-------- Recorded data

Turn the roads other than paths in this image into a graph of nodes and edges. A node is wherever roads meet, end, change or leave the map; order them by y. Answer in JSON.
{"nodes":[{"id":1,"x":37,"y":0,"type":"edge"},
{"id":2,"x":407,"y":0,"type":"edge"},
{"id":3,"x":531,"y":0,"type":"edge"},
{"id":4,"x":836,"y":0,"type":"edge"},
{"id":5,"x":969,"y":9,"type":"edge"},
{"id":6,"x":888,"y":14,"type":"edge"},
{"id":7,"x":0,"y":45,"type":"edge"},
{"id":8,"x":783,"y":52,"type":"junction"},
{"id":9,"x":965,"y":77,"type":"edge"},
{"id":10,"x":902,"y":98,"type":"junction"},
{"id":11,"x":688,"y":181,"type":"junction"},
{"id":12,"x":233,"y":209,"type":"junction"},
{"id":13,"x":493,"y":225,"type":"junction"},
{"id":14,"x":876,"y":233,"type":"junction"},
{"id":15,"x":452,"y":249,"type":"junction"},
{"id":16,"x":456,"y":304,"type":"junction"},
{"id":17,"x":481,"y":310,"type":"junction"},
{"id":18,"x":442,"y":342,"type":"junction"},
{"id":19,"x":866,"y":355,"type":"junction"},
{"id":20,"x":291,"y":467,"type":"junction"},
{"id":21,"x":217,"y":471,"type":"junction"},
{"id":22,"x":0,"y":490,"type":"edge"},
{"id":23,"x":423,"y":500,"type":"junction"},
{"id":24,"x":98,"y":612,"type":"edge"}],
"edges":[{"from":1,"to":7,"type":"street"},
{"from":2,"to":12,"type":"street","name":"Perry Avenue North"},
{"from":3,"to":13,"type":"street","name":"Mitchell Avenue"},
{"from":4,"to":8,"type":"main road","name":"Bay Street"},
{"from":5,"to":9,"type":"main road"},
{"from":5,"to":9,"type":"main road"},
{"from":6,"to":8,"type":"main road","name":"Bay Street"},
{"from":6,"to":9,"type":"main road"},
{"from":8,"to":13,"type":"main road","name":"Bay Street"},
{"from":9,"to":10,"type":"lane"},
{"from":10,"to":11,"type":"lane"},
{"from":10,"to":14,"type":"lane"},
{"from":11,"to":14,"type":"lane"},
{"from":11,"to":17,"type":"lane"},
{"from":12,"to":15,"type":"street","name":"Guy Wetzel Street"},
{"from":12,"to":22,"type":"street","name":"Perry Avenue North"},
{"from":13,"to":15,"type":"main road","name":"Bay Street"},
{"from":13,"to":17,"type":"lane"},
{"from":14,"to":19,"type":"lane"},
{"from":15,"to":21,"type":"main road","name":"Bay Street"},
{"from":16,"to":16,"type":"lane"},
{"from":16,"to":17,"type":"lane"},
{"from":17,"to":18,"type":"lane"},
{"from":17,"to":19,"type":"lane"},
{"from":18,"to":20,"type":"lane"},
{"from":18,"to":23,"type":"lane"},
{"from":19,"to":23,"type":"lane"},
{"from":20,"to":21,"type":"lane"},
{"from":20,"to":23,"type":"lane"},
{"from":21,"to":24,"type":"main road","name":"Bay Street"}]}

----------------

What to do >> Nothing is to be left out; reproduce each record exactly.

Reply >>
Turn the roads other than paths in this image into a graph of nodes and edges. A node is wherever roads meet, end, change or leave the map; order them by y. Answer in JSON.
{"nodes":[{"id":1,"x":37,"y":0,"type":"edge"},
{"id":2,"x":407,"y":0,"type":"edge"},
{"id":3,"x":531,"y":0,"type":"edge"},
{"id":4,"x":836,"y":0,"type":"edge"},
{"id":5,"x":969,"y":9,"type":"edge"},
{"id":6,"x":888,"y":14,"type":"edge"},
{"id":7,"x":0,"y":45,"type":"edge"},
{"id":8,"x":783,"y":52,"type":"junction"},
{"id":9,"x":965,"y":77,"type":"edge"},
{"id":10,"x":902,"y":98,"type":"junction"},
{"id":11,"x":688,"y":181,"type":"junction"},
{"id":12,"x":233,"y":209,"type":"junction"},
{"id":13,"x":493,"y":225,"type":"junction"},
{"id":14,"x":876,"y":233,"type":"junction"},
{"id":15,"x":452,"y":249,"type":"junction"},
{"id":16,"x":456,"y":304,"type":"junction"},
{"id":17,"x":481,"y":310,"type":"junction"},
{"id":18,"x":442,"y":342,"type":"junction"},
{"id":19,"x":866,"y":355,"type":"junction"},
{"id":20,"x":291,"y":467,"type":"junction"},
{"id":21,"x":217,"y":471,"type":"junction"},
{"id":22,"x":0,"y":490,"type":"edge"},
{"id":23,"x":423,"y":500,"type":"junction"},
{"id":24,"x":98,"y":612,"type":"edge"}],
"edges":[{"from":1,"to":7,"type":"street"},
{"from":2,"to":12,"type":"street","name":"Perry Avenue North"},
{"from":3,"to":13,"type":"street","name":"Mitchell Avenue"},
{"from":4,"to":8,"type":"main road","name":"Bay Street"},
{"from":5,"to":9,"type":"main road"},
{"from":5,"to":9,"type":"main road"},
{"from":6,"to":8,"type":"main road","name":"Bay Street"},
{"from":6,"to":9,"type":"main road"},
{"from":8,"to":13,"type":"main road","name":"Bay Street"},
{"from":9,"to":10,"type":"lane"},
{"from":10,"to":11,"type":"lane"},
{"from":10,"to":14,"type":"lane"},
{"from":11,"to":14,"type":"lane"},
{"from":11,"to":17,"type":"lane"},
{"from":12,"to":15,"type":"street","name":"Guy Wetzel Street"},
{"from":12,"to":22,"type":"street","name":"Perry Avenue North"},
{"from":13,"to":15,"type":"main road","name":"Bay Street"},
{"from":13,"to":17,"type":"lane"},
{"from":14,"to":19,"type":"lane"},
{"from":15,"to":21,"type":"main road","name":"Bay Street"},
{"from":16,"to":16,"type":"lane"},
{"from":16,"to":17,"type":"lane"},
{"from":17,"to":18,"type":"lane"},
{"from":17,"to":19,"type":"lane"},
{"from":18,"to":20,"type":"lane"},
{"from":18,"to":23,"type":"lane"},
{"from":19,"to":23,"type":"lane"},
{"from":20,"to":21,"type":"lane"},
{"from":20,"to":23,"type":"lane"},
{"from":21,"to":24,"type":"main road","name":"Bay Street"}]}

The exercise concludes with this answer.